*** Opening of Data extracts ***
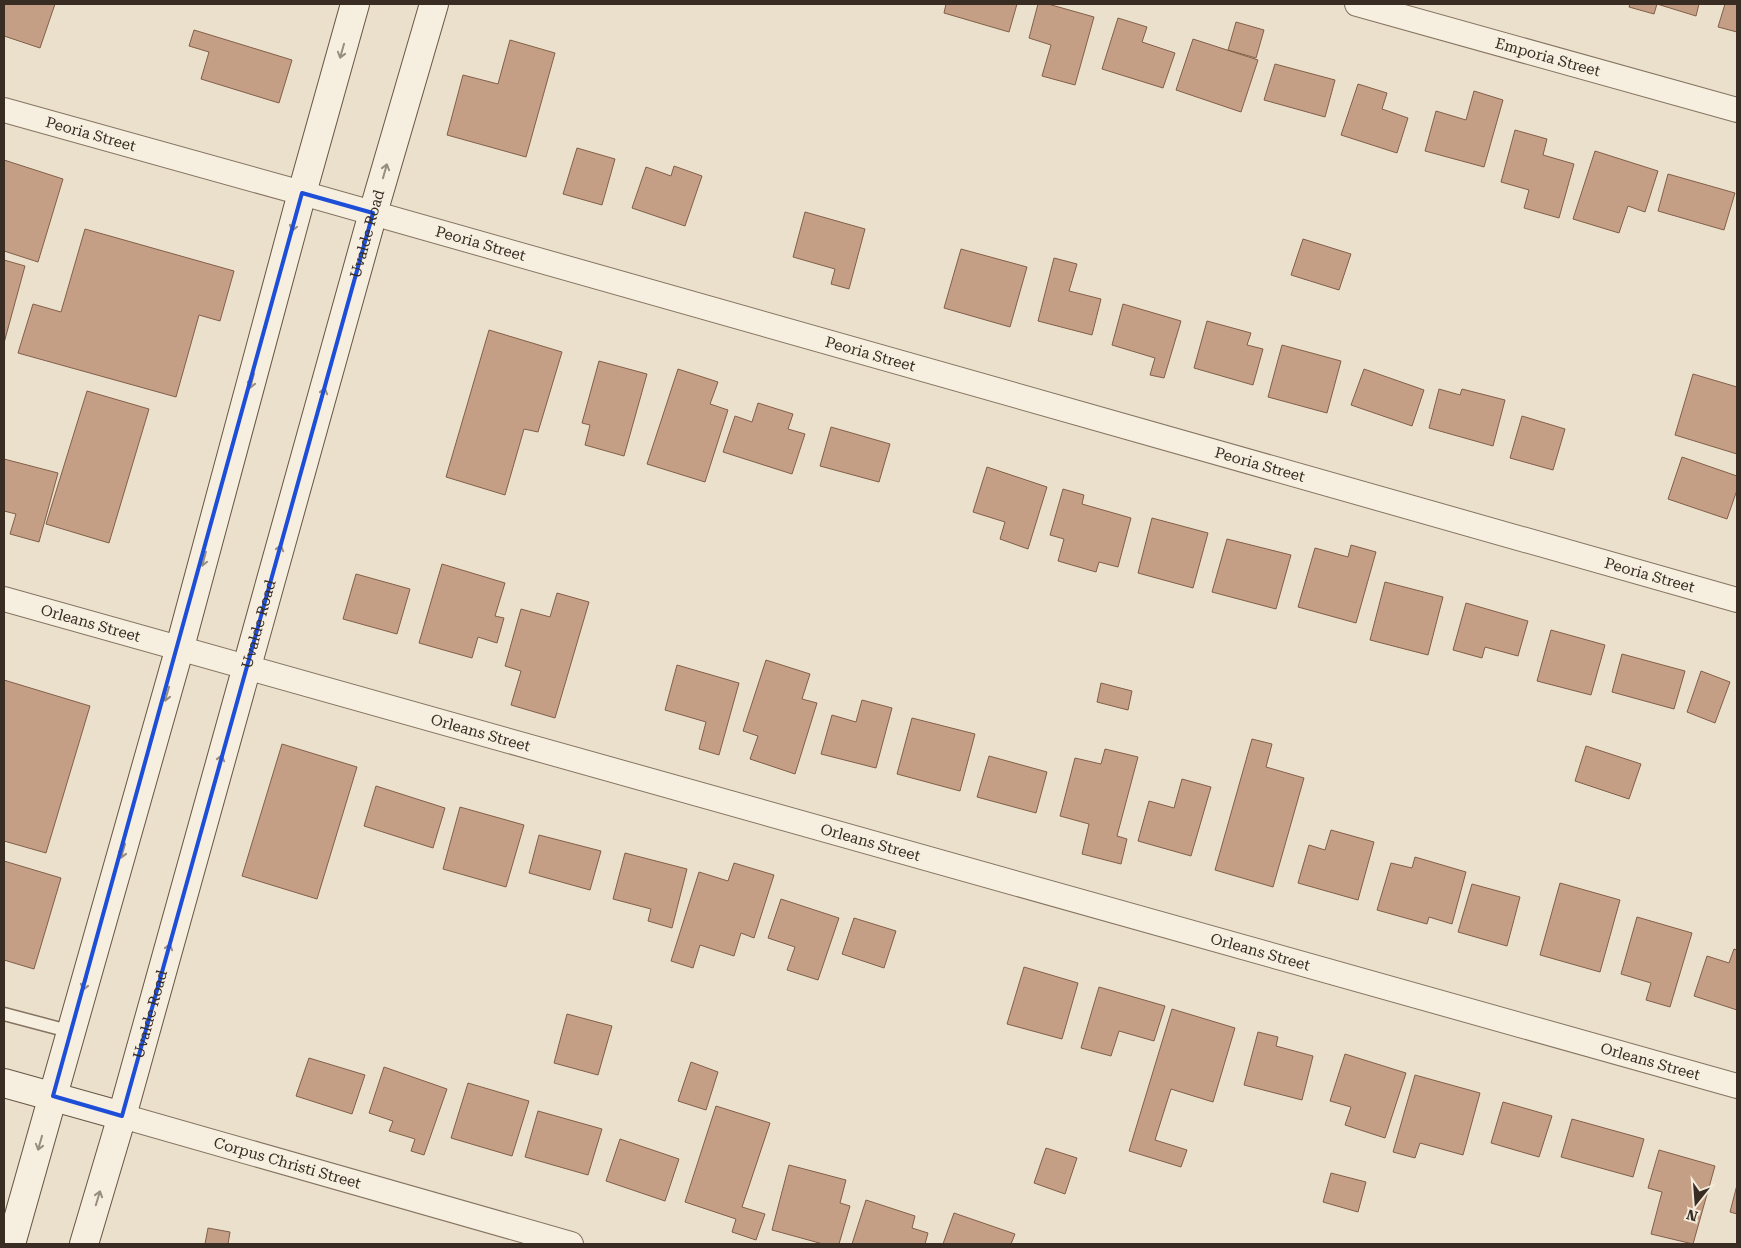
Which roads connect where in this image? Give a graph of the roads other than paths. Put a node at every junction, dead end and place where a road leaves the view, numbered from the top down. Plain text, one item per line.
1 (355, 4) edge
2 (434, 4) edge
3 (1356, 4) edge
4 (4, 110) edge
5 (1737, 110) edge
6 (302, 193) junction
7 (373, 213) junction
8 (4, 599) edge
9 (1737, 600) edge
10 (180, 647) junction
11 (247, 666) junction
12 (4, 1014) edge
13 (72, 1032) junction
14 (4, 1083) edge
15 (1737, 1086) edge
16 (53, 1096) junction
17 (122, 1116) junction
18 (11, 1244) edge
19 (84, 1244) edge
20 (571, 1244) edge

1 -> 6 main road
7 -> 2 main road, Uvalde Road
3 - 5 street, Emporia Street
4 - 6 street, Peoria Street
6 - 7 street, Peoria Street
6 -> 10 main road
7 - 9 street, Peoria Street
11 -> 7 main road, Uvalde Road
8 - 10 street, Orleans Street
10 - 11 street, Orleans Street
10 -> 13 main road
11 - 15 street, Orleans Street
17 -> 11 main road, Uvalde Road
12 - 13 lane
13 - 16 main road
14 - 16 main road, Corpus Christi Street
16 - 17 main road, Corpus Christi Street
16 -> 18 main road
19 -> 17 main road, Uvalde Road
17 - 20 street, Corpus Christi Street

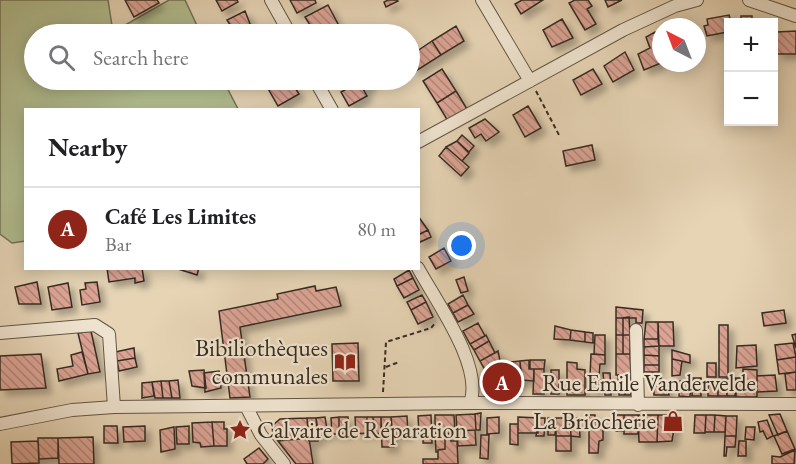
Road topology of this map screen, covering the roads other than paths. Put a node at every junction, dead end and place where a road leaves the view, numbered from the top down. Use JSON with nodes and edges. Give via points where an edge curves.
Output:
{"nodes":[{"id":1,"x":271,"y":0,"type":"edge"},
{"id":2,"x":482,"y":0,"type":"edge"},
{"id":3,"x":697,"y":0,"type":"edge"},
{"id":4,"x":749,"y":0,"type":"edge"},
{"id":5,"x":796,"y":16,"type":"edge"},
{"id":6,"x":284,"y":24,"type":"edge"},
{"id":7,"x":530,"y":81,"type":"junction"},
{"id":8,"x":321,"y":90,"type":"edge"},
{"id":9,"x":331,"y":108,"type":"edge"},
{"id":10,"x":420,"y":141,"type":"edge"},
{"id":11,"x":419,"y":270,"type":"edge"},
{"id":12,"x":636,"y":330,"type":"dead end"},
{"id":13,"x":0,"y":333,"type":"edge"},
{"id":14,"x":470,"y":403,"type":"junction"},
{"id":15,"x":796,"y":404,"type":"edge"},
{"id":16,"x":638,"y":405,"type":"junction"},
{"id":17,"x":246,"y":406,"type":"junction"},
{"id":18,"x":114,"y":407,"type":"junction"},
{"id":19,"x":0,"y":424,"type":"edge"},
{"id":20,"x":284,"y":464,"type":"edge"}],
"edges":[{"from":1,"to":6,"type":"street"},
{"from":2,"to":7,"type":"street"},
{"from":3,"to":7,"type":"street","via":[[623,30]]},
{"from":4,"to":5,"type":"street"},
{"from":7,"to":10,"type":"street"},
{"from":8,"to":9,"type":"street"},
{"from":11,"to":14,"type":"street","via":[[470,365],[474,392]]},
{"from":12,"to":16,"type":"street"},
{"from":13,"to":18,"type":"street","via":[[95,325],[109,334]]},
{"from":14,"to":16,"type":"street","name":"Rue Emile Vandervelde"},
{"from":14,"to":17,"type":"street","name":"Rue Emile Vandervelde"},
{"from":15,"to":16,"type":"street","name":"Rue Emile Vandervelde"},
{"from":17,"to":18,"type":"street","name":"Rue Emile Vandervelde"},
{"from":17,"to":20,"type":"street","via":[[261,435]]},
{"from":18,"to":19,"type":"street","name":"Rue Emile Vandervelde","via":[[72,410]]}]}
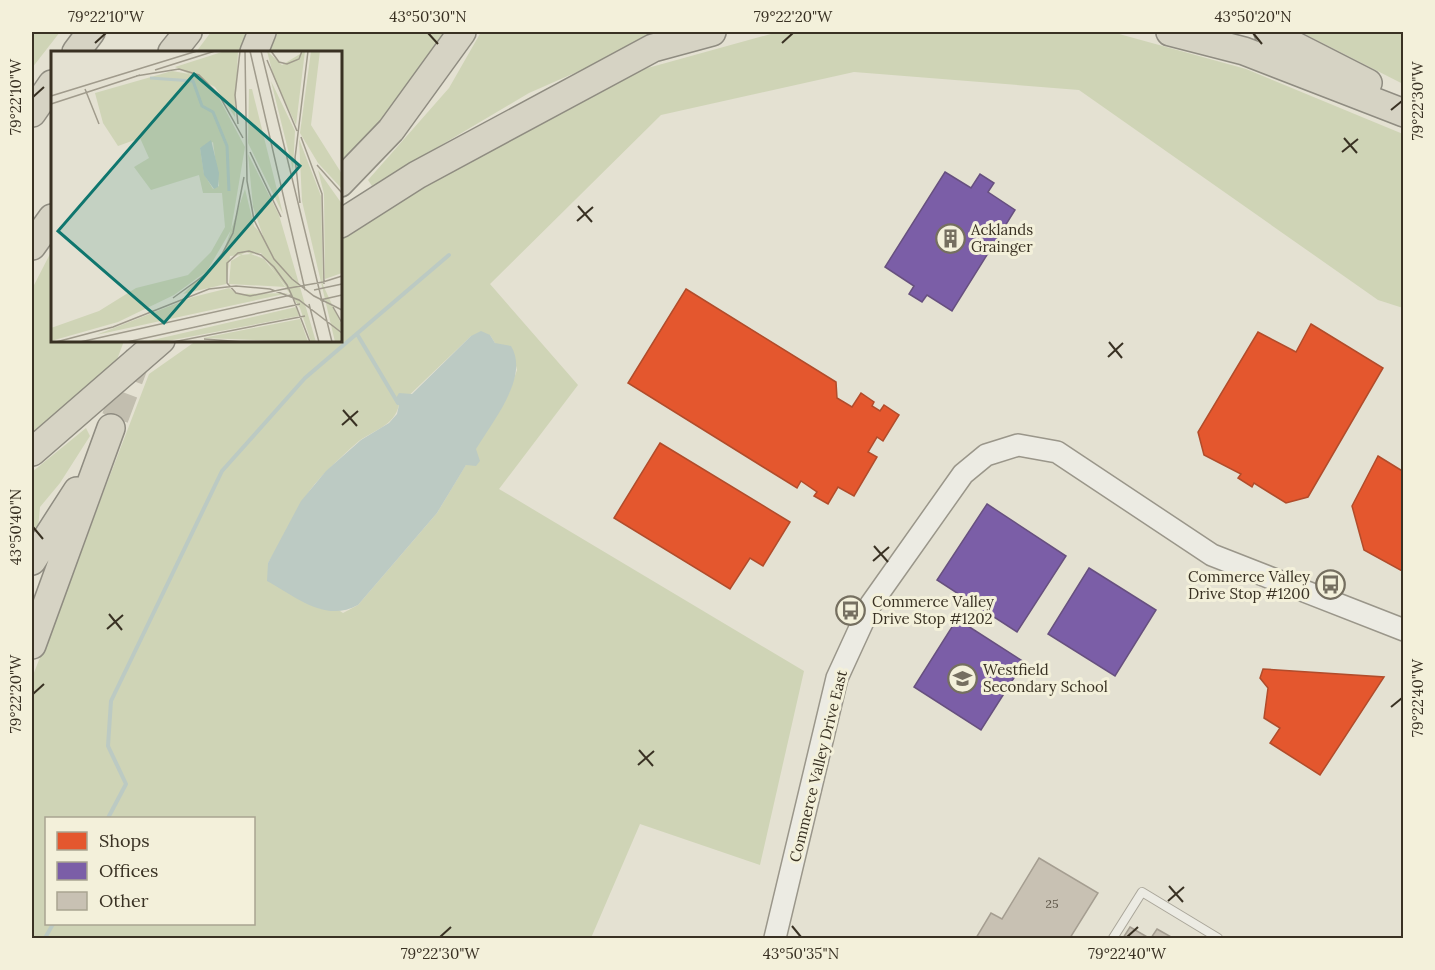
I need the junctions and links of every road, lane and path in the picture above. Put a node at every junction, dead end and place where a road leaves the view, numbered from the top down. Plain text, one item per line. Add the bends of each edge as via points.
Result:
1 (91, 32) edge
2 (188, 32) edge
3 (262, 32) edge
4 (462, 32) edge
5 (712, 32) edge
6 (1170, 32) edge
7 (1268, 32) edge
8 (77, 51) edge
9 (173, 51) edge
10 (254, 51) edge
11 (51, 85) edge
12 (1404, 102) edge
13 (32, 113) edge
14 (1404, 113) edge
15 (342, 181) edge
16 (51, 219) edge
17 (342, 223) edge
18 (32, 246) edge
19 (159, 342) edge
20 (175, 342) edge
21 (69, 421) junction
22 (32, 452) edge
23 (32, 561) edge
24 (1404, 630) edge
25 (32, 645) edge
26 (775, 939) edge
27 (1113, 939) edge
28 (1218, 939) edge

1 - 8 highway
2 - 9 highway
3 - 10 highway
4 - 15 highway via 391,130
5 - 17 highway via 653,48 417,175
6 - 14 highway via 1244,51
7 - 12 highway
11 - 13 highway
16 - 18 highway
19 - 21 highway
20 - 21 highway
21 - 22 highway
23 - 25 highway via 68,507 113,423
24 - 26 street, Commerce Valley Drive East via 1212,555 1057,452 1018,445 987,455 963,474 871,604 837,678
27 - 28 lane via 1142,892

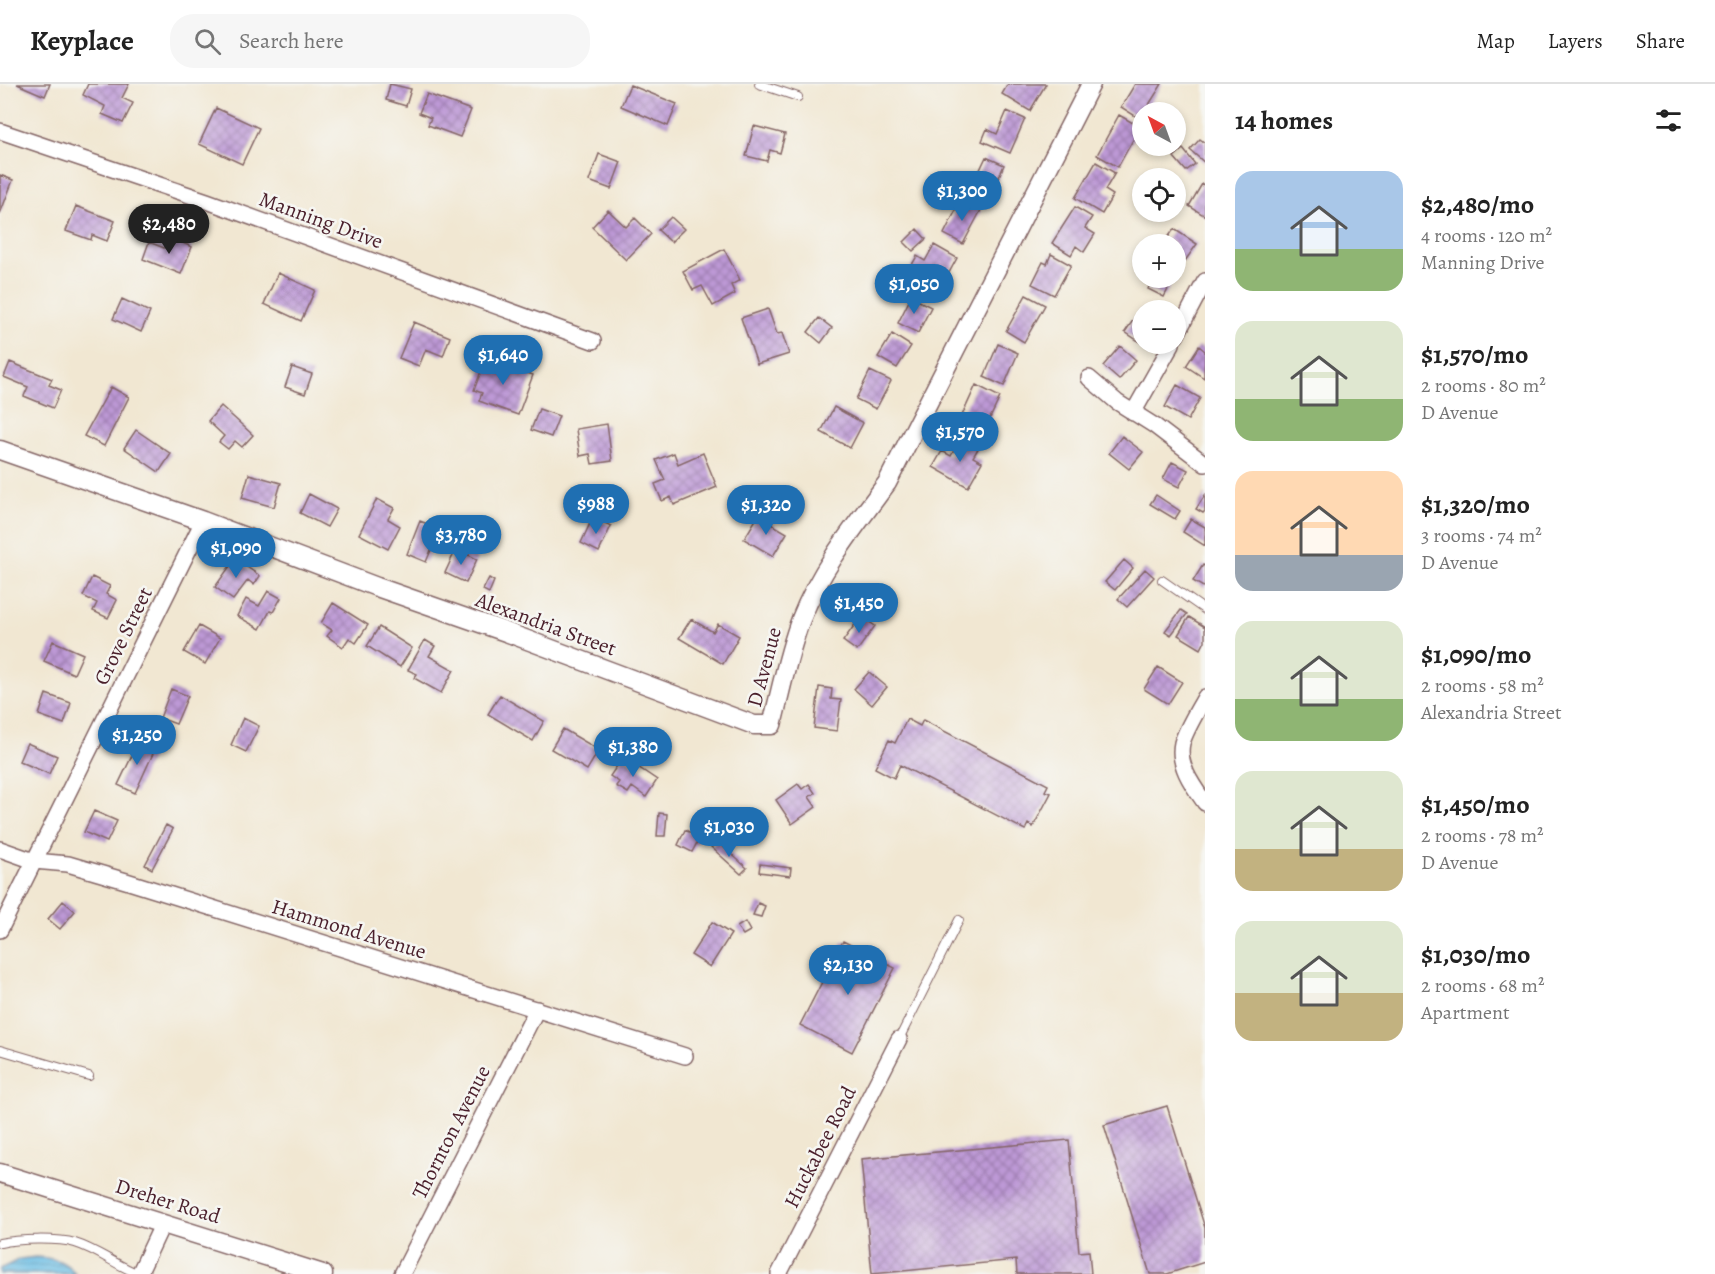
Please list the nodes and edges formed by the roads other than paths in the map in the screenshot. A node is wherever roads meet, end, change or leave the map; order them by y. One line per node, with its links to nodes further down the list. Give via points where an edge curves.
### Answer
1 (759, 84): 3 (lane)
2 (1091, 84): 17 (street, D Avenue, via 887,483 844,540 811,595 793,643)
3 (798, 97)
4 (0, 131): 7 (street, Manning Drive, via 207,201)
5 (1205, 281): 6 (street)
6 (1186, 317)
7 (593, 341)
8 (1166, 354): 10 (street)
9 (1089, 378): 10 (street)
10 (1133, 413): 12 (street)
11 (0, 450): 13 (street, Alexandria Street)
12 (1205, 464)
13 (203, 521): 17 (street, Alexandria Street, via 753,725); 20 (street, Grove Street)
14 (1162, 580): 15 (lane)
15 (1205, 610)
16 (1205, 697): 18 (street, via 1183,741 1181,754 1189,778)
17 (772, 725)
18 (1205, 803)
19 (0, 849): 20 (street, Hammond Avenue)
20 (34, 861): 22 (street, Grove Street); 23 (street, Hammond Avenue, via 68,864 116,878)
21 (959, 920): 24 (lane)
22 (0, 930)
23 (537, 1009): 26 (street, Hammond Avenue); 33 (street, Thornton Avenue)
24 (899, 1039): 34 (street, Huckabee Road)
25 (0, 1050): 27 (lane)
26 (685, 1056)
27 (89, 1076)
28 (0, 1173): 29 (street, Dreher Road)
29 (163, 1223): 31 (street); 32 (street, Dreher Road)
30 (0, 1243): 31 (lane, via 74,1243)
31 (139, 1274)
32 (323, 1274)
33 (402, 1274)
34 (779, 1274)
*** Close of Data extracts ***
● What you need to do
Note every line of the entries in which "with" appears, and copy it down.

● Solution to the exercise
Road topology of this map screen, covering the roads other than paths. Put a node at every junction, dead end and place where a road leaves the view, numbered from the top down. Use JSON with nodes and edges. Give via points where an edge curves.
Please list the nodes and edges formed by the roads other than paths in the map in the screenshot. A node is wherever roads meet, end, change or leave the map; order them by y. One line per node, with its links to nodes further down the list. Give via points where an edge curves.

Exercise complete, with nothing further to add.